There is grave injustice, variously expressed, throughout most of this planet, injustices which include the cruelties of unremedied awful poverty and disease.  We, as persons made in the likeness of the Creator, possess the instrument applying creative reason to our labor, to free this planet from the menacing physical deprivation which most of humanity presently endures.

The use of large-scale water-development and energy programs for the Middle East, is such a work of reason, and therefore of peace.  The Eurasian Land-Bridge program, presently in initial phases of implementation, is such an effort.  Similar programs of infrastructure-development for Africa, and a restoration of the currently vanishing, looted sovereignty of the states of Central and South America, are similar strategic works of peace.

Let the peoples of the world once again admire our republic for what we shall have, once again, caused ourselves to become, and we shall have the means and power to achieve and maintain peaceful cooperation throughout virtually all of this planet.
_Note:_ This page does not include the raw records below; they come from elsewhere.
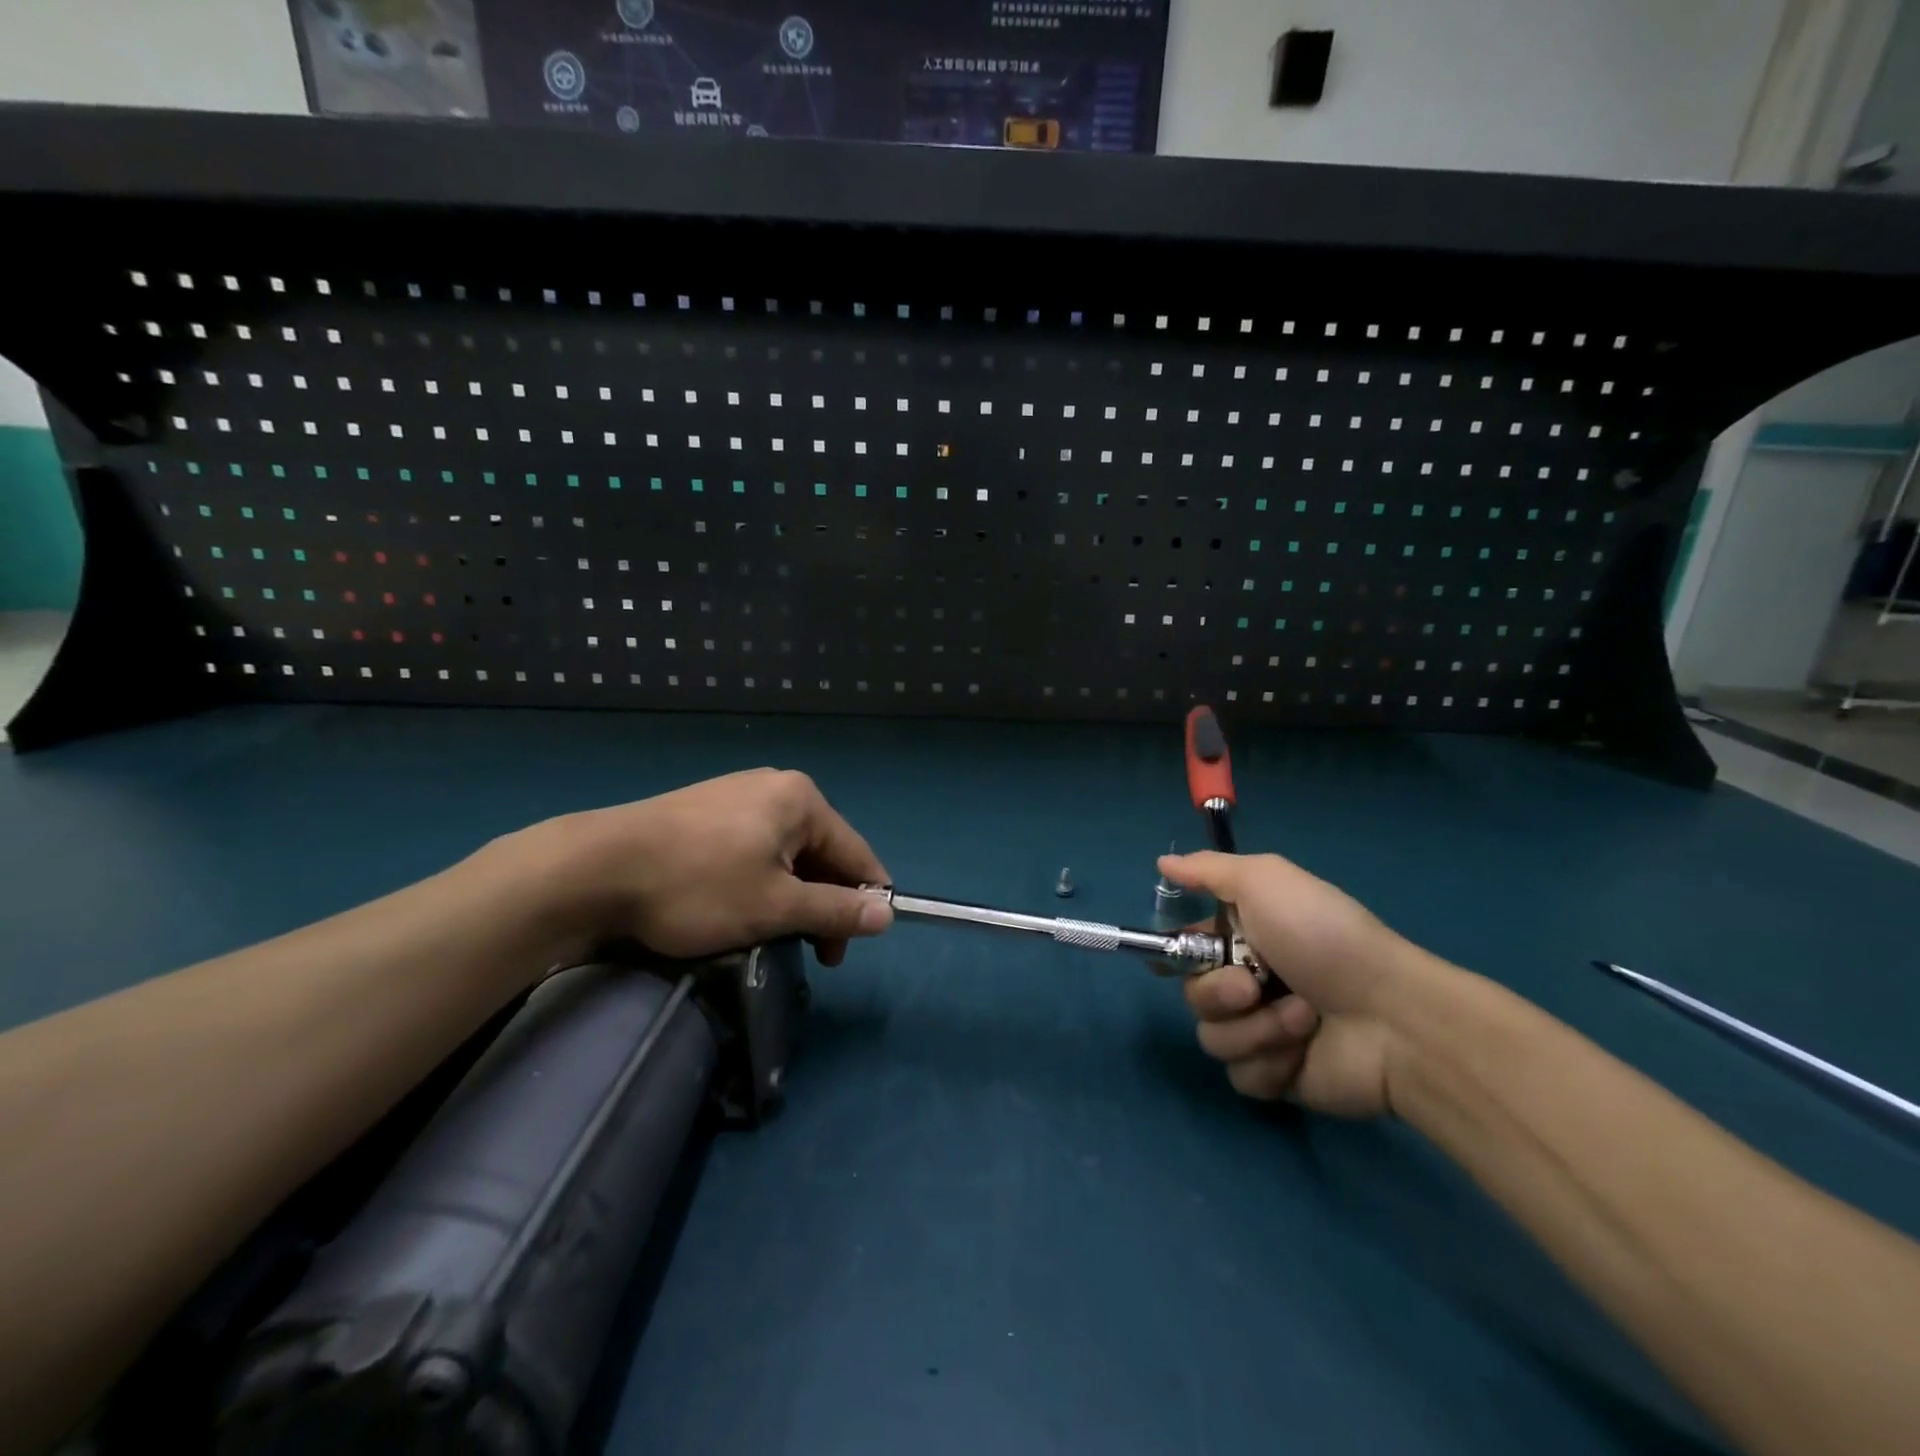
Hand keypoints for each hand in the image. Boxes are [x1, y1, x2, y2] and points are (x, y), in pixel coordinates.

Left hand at [509, 769, 893, 965]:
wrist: (595, 868)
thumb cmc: (698, 886)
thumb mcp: (776, 907)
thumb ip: (836, 910)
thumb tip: (887, 915)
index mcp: (801, 799)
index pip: (856, 853)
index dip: (864, 901)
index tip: (854, 946)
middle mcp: (774, 786)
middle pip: (820, 852)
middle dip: (821, 904)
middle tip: (812, 954)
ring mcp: (735, 795)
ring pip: (785, 854)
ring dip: (789, 898)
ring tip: (771, 935)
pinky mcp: (704, 811)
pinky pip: (752, 848)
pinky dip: (759, 882)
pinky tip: (739, 908)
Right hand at [1158, 851, 1436, 1117]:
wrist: (1391, 1017)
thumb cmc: (1323, 937)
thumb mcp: (1265, 881)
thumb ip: (1208, 870)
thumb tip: (1162, 863)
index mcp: (1244, 936)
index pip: (1187, 944)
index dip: (1173, 951)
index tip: (1164, 959)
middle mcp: (1248, 982)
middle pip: (1193, 994)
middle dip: (1218, 992)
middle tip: (1252, 987)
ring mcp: (1262, 1032)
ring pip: (1212, 1037)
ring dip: (1254, 1028)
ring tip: (1301, 1018)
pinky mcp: (1277, 1077)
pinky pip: (1241, 1074)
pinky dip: (1270, 1061)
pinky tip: (1303, 1051)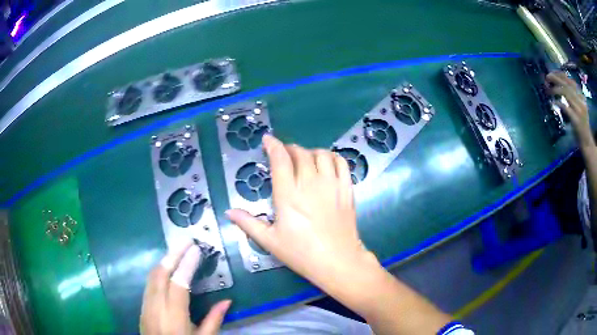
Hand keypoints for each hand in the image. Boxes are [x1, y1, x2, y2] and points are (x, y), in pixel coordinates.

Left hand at [140, 240, 230, 334]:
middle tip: (186, 242)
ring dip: (164, 261)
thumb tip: (228, 301)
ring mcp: (145, 307)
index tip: (195, 249)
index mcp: (174, 318)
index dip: (186, 265)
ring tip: (178, 250)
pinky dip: (158, 272)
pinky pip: (148, 284)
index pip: (178, 285)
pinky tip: (166, 268)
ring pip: (151, 276)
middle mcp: (156, 308)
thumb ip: (214, 320)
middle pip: (160, 275)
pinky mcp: (141, 307)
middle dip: (172, 255)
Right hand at [226, 135, 377, 291]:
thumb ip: (248, 223)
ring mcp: (331, 185)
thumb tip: (228, 212)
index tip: (268, 140)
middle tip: (284, 155)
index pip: (280, 159)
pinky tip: (326, 163)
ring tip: (304, 159)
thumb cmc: (302, 253)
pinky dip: (332, 157)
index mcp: (288, 195)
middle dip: (290, 149)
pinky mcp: (346, 189)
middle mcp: (310, 184)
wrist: (338, 261)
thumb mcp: (270, 241)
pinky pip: (341, 163)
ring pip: (321, 154)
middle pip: (300, 153)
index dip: (273, 145)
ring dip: (310, 152)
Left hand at [546, 71, 591, 144]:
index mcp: (582, 97)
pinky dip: (558, 103)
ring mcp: (579, 111)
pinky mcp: (576, 120)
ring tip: (548, 90)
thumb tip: (559, 83)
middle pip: (567, 84)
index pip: (570, 80)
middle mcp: (581, 101)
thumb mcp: (579, 106)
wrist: (587, 143)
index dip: (560, 75)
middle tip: (547, 77)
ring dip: (555, 89)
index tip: (552, 73)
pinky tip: (552, 102)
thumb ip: (572, 96)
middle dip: (556, 79)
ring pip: (566, 93)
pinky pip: (566, 108)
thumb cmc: (582, 124)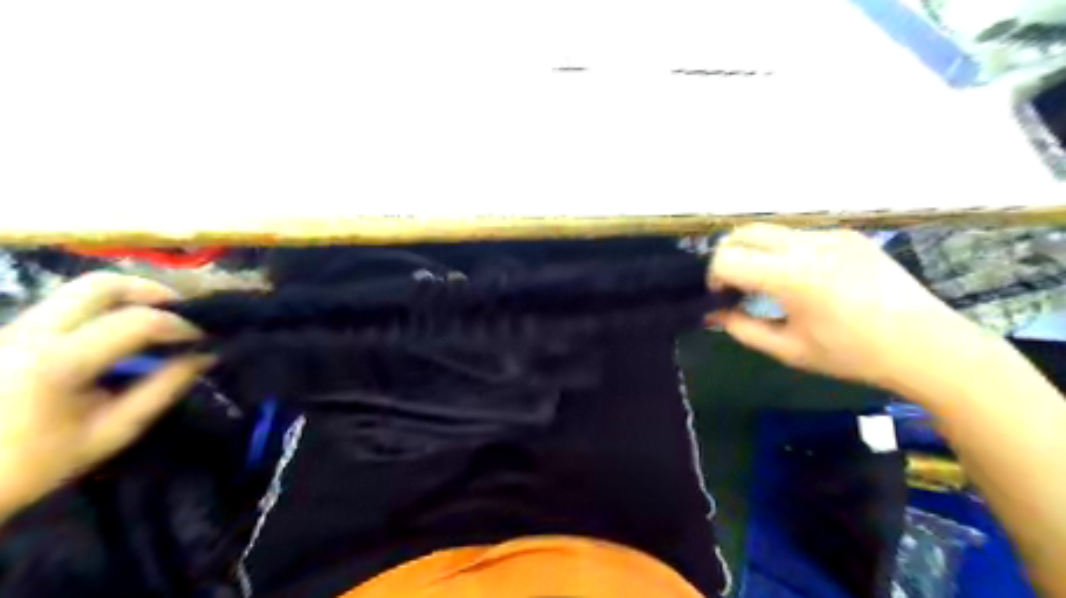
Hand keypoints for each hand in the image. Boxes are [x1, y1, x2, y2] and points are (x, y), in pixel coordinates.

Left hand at [0, 271, 211, 517]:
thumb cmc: (35, 464)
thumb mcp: (112, 432)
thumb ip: (162, 389)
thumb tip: (206, 357)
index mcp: (56, 363)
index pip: (135, 321)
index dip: (179, 324)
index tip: (204, 338)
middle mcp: (28, 333)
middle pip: (100, 285)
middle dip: (152, 291)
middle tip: (182, 311)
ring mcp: (10, 329)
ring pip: (79, 289)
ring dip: (128, 296)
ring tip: (157, 318)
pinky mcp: (6, 333)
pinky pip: (65, 304)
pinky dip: (104, 308)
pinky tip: (121, 330)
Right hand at [705, 225, 990, 391]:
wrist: (926, 345)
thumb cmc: (852, 355)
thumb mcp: (788, 350)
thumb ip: (741, 328)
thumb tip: (712, 312)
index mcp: (792, 277)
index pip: (727, 258)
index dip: (714, 276)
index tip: (721, 296)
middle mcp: (807, 245)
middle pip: (742, 233)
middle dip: (728, 256)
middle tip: (735, 285)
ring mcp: (830, 234)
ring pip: (770, 231)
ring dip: (755, 252)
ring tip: (768, 282)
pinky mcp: (848, 234)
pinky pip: (799, 235)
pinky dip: (784, 251)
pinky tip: (804, 278)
Let the future love us for the care we have shown, and we shall have security and peace.  Otherwise, we would now reap the whirlwind of bloody hatred.

Let us sweep those burps of doomed Belshazzar, the aforesaid Iraq-policy draft and the purported draft of a "The National Security Strategy of the United States," off the table, and, instead of these, get down to some seriously constructive , much deeded problem-solving work, the work of building peace.